Your assignment ▸
Word for word, return every record that follows.

Dataset records ▸
::::::::
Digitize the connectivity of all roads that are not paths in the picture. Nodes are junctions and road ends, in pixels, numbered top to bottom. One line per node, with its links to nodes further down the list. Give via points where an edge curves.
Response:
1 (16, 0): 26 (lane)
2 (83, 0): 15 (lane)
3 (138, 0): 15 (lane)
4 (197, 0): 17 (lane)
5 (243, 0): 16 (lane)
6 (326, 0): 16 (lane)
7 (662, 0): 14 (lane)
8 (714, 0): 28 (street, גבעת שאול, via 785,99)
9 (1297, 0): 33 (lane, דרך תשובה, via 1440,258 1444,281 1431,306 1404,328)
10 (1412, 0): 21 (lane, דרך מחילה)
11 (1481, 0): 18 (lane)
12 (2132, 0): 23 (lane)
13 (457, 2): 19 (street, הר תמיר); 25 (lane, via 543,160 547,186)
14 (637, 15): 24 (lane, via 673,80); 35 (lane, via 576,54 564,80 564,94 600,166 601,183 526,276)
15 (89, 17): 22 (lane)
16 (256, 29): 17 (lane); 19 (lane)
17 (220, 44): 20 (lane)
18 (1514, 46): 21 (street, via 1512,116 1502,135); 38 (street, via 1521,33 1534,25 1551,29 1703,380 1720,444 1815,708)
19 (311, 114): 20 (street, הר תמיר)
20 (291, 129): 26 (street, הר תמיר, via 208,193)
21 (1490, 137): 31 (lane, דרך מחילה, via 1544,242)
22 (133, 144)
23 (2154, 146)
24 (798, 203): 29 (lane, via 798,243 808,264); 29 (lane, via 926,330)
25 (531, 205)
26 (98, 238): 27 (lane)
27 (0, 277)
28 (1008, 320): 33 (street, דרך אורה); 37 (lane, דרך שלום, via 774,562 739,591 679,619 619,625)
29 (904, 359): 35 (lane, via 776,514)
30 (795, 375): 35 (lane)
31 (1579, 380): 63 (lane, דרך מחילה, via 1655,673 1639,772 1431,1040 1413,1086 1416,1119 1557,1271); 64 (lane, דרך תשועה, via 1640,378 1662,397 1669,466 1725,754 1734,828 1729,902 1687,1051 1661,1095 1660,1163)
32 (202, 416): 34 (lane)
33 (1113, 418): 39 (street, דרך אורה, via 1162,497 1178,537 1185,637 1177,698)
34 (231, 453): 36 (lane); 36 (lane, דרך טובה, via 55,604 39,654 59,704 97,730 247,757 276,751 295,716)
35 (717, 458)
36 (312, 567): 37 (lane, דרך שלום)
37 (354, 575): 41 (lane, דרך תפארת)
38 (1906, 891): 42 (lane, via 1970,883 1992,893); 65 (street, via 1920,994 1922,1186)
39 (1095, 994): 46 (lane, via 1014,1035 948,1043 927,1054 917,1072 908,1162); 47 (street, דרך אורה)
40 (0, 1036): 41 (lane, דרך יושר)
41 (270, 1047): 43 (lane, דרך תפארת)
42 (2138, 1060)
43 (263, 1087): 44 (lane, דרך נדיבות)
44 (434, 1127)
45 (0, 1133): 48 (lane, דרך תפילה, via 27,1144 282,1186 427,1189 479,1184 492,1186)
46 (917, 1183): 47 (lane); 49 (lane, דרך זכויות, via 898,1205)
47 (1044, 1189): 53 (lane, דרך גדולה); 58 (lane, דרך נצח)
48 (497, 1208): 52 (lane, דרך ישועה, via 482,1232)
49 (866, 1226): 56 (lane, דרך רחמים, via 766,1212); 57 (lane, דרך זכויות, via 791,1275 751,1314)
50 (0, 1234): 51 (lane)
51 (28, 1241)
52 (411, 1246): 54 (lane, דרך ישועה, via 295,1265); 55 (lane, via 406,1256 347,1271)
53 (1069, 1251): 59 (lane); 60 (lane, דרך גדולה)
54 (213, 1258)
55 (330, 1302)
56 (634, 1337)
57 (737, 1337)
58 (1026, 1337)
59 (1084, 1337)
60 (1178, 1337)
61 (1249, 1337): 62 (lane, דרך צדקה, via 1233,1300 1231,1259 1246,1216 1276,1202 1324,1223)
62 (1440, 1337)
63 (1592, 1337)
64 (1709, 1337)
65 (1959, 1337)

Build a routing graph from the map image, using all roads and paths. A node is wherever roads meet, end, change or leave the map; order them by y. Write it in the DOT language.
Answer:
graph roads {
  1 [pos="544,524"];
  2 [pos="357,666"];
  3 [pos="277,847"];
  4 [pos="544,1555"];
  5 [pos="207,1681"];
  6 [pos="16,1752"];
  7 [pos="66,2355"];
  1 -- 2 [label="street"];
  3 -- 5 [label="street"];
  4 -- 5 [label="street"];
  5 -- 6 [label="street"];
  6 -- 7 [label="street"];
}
::::::::
Exercise answer ▸
Digitize the connectivity of all roads that are not paths in the picture. Nodes are junctions and road ends, in pixels, numbered top to bottom. One line per node, with its links to nodes further down the list. Give via points where an edge curves.
Response:
1 (16, 0): 26 (lane)
2 (83, 0): 15 (lane)
3 (138, 0): 15 (lane)
4 (197, 0): 17 (lane)
5 (243, 0): 16 (lane)
6 (326, 0): 16 (lane)
7 (662, 0): 14 (lane)
8 (714, 0): 28 (street, גבעת שאול, via 785,99)
9 (1297, 0): 33 (lane, דרך תשובה, via 1440,258 1444,281 1431,306 1404,328)
10 (1412, 0): 21 (lane, דרך מחילה)
11 (1481, 0): 18 (lane)
12 (2132, 0): 23 (lane)
13 (457, 2): 19 (street, הר תמיר); 25 (lane, via 543,160 547,186)
14 (637, 15): 24 (lane, via 673,80); 35 (lane, via 576,54 564,80 564,94 600,166 601,183 526,276)
15 (89, 17): 22 (lane)
16 (256, 29): 17 (lane); 19 (lane)
17 (220, 44): 20 (lane)
18 (1514, 46): 21 (street, via 1512,116 1502,135); 38 (street, via 1521,33 1534,25 1551,29 1703,380 1720,444 1815,708)
19 (311, 114): 20 (street, הר תמיר)
20 (291, 129): 26 (street, הר תמיר, via 208,193)
21 (1490, 137): 31 (lane, דרך מחילה, via 1544,242)
22 (133, 144)
23 (2154, 146)
24 (798, 203): 29 (lane, via 798,243 808,264); 29 (lane, via 926,330)
25 (531, 205)
26 (98, 238): 27 (lane)
27 (0, 277)
28 (1008, 320): 33 (street, דרך אורה); 37 (lane, דרך שלום, via 774,562 739,591 679,619 619,625)
29 (904, 359): 35 (lane, via 776,514)
30 (795, 375): 35 (lane)
31 (1579, 380): 63 (lane, דרך מחילה, via 1655,673 1639,772 1431,1040 1413,1086 1416,1119 1557,1271); 64 (lane, דרך תשועה, via 1640,378 1662,397 1669,466 1725,754 1734,828 1729,902 1687,1051 1661,1095 1660,1163)
32 (202, 416): 34 (lane)
33 (1113, 418): 39 (street, דרך אורה, via 1162,497 1178,537 1185,637 1177,698)
34 (231, 453): 36 (lane); 36 (lane, דרך טובה, via 55,604 39,654 59,704 97,730 247,757 276,751 295,716)
35 (717, 458)
36 (312, 567): 37 (lane, דרך שלום)
37 (354, 575): 41 (lane, דרך תפארת)
38 (1906, 891): 42 (lane, via 1970,883 1992,893); 65 (street, via 1920,994 1922,1186)
39 (1095, 994): 46 (lane, via 1014,1035 948,1043 927,1054 917,1072 908,1162); 47 (street, דרך אורה)
40 (0, 1036): 41 (lane, דרך יושר)
41 (270, 1047): 43 (lane, דרך תפארת)
42 (2138, 1060)
43 (263, 1087): 44 (lane, דרך נדיבות)
44 (434, 1127)
45 (0, 1133): 48 (lane, דרך תפילה, via 27,1144 282,1186 427,1189 479,1184 492,1186)
46 (917, 1183): 47 (lane); 49 (lane, דרך זכויות, via 898,1205)
47 (1044, 1189): 53 (lane, דרך גדולה); 58 (lane, דרך נצח)
48 (497, 1208): 52 (lane, דרך ישועה, via 482,1232)
49 (866, 1226): 56 (lane, דרך רחמים, via 766,1212); 57 (lane, דרך זכויות, via 791,1275 751,1314)
50 (0, 1234): 51 (lane)
51 (28, 1241)
52 (411, 1246): 54 (lane, דרך ישועה, via 295,1265); 55 (lane, via 406,1256 347,1271)
53 (1069, 1251): 59 (lane); 60 (lane, דרך גדולה)
54 (213, 1258)
55 (330, 1302)
56 (634, 1337)
57 (737, 1337)
58 (1026, 1337)
59 (1084, 1337)
60 (1178, 1337)
61 (1249, 1337): 62 (lane, דרך צדקה, via 1233,1300 1231,1259 1246,1216 1276,1202 1324,1223)
62 (1440, 1337)
63 (1592, 1337)
64 (1709, 1337)
65 (1959, 1337)

Build a routing graph from the map image, using all roads and paths. A node is wherever roads meet, end, change or leave the map; order them by y. Write it in the DOT language.
Answer:
graph roads {
  1 [pos="544,524"];
  2 [pos="357,666"];
  3 [pos="277,847"];
  4 [pos="544,1555"];
  5 [pos="207,1681"];
  6 [pos="16,1752"];
  7 [pos="66,2355"];
  1 -- 2 [label="street"];
  3 -- 5 [label="street"];
  4 -- 5 [label="street"];
  5 -- 6 [label="street"];
  6 -- 7 [label="street"];
}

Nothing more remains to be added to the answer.